Information on public sector balance sheets has become increasingly available for a growing set of countries, including in the form of a comprehensive database compiled by the IMF.
In the context of climate finance, the discussion around green fiscal rules highlights the need for fiscal frameworks that allow for necessary public investments without exacerbating debt burdens, particularly in countries with elevated public debt and those facing high interest rates. A rule based on public sector net worth allows for green investments as these investments could create valuable green capital, increasing public sector net worth. Similarly, the ongoing debate over the Euro Area’s fiscal rules, which were suspended during the pandemic, could benefit from considering net worth as an alternative or additional anchor.

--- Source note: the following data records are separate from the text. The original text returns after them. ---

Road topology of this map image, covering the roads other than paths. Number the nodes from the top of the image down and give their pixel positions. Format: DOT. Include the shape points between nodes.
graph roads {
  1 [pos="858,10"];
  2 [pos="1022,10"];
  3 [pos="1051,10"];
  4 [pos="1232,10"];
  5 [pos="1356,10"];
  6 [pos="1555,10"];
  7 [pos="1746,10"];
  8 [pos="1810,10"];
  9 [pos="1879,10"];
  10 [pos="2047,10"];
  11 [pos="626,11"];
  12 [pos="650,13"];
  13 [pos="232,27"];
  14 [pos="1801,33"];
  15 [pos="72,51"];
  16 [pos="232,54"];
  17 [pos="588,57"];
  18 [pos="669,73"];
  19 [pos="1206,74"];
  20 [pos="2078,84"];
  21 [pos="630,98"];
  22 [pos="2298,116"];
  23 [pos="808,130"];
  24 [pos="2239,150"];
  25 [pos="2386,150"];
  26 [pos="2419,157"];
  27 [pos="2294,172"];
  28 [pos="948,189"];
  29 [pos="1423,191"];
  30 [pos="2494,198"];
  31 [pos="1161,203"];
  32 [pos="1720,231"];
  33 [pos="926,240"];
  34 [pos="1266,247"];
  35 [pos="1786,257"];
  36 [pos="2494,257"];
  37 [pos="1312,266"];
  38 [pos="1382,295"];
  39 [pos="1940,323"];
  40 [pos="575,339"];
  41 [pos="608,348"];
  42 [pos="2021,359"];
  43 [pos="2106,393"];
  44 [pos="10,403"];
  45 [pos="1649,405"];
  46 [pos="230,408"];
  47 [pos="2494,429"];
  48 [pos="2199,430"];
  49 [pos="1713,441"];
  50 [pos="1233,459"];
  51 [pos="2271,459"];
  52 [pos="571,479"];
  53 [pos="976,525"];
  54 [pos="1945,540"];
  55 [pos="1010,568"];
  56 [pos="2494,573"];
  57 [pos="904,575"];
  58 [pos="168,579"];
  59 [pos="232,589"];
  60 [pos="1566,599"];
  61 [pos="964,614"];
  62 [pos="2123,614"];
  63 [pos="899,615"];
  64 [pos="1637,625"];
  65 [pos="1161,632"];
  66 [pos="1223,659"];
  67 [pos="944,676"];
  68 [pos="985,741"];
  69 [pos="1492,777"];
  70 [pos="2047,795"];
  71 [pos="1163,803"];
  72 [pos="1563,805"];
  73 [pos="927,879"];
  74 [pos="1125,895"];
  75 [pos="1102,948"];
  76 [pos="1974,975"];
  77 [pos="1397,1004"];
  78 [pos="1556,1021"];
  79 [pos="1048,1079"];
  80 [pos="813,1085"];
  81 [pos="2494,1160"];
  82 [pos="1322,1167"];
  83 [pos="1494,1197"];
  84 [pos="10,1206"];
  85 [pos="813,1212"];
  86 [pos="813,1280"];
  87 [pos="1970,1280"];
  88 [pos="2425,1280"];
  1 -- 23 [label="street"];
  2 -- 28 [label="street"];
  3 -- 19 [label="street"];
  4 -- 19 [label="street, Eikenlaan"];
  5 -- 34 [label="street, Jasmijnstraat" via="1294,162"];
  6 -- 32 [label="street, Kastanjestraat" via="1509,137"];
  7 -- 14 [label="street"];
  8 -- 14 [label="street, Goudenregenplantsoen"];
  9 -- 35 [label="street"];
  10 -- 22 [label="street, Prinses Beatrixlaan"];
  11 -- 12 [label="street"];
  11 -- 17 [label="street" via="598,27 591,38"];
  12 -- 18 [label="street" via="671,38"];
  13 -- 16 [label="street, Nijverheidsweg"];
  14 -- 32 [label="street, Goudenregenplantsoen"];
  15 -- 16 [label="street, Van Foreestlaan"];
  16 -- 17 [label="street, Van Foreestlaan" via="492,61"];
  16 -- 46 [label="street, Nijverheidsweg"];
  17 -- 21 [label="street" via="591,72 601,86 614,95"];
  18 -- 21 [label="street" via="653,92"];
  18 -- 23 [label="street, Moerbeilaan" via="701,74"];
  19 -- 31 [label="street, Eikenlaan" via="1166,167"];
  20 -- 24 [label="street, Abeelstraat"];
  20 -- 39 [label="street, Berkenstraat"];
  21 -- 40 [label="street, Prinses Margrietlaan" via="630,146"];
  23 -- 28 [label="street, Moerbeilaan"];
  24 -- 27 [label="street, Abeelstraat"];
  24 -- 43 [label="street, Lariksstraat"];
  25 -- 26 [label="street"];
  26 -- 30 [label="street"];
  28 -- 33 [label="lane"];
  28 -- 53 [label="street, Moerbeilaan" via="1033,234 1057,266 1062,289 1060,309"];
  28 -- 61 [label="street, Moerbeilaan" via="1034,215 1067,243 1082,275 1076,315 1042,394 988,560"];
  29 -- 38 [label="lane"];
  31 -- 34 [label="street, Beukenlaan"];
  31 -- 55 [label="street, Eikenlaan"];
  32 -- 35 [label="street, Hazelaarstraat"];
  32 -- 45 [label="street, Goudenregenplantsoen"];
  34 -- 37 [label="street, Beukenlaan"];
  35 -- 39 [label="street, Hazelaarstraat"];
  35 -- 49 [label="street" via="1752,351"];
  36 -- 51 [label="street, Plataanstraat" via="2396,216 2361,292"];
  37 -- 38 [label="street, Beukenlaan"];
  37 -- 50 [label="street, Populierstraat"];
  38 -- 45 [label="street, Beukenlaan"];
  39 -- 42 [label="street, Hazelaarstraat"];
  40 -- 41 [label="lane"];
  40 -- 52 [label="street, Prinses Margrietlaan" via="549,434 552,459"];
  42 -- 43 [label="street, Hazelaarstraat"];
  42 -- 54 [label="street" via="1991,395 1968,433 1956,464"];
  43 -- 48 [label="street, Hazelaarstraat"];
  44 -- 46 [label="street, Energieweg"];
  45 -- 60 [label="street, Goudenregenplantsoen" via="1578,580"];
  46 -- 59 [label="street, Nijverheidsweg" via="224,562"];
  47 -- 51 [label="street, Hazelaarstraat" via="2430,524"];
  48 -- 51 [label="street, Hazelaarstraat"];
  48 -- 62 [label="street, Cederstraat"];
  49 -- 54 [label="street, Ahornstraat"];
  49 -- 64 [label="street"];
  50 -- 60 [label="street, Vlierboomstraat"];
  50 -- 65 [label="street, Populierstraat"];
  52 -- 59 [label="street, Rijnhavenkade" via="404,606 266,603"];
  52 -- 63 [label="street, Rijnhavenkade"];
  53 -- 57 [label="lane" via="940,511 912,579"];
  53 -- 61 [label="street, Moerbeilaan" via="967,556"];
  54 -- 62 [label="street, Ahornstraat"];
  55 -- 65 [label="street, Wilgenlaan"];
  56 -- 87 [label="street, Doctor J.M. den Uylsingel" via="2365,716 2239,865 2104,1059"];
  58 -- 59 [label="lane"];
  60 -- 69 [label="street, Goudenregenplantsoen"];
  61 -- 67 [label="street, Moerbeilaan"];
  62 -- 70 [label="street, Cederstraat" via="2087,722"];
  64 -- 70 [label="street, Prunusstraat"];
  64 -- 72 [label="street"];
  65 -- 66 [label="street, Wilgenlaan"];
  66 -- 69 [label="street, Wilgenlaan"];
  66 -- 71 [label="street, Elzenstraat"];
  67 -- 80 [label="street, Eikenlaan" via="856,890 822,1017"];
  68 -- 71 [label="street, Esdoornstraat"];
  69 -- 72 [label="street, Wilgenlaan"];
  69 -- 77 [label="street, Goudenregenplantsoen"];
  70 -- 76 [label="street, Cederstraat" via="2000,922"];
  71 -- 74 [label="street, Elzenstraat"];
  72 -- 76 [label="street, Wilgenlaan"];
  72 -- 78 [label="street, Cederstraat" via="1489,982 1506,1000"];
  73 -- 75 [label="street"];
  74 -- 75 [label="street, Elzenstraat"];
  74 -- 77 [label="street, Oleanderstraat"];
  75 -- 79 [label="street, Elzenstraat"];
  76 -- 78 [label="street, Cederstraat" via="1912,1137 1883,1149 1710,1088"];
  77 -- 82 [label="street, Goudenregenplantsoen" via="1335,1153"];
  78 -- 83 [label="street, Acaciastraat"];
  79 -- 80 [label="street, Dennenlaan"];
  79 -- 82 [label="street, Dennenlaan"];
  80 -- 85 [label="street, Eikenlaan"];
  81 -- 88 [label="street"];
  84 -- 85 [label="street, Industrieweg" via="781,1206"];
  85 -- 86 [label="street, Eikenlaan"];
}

In development finance, a focus on net worth could help broaden policy attention from debt level alone to whether public debt is effectively used to create productive public assets. For example, a recent working paper uses nighttime luminosity as a proxy for economic activity and shows that infrastructure projects in sub-Saharan Africa, financed by China and the Belt and Road Initiative, have built up public capital and resulted in an increase in economic activities at the second sub-national level regions (equivalent to cities and counties).
Conclusion
As the global economic landscape evolves, so too must the approach to fiscal policy. The traditional reliance on debt-to-GDP ratios is insufficient for addressing the complex challenges of the 21st century. By shifting the focus to include public sector net worth, policymakers can better balance the need for fiscal sustainability with the imperative for productive public investment. This approach not only provides a more accurate picture of fiscal health but also promotes long-term economic growth and resilience.
Hua Chai is a Senior Economist at the International Monetary Fund. The views expressed herein are those of the author and should not be attributed to the IMF, its Executive Board or its management.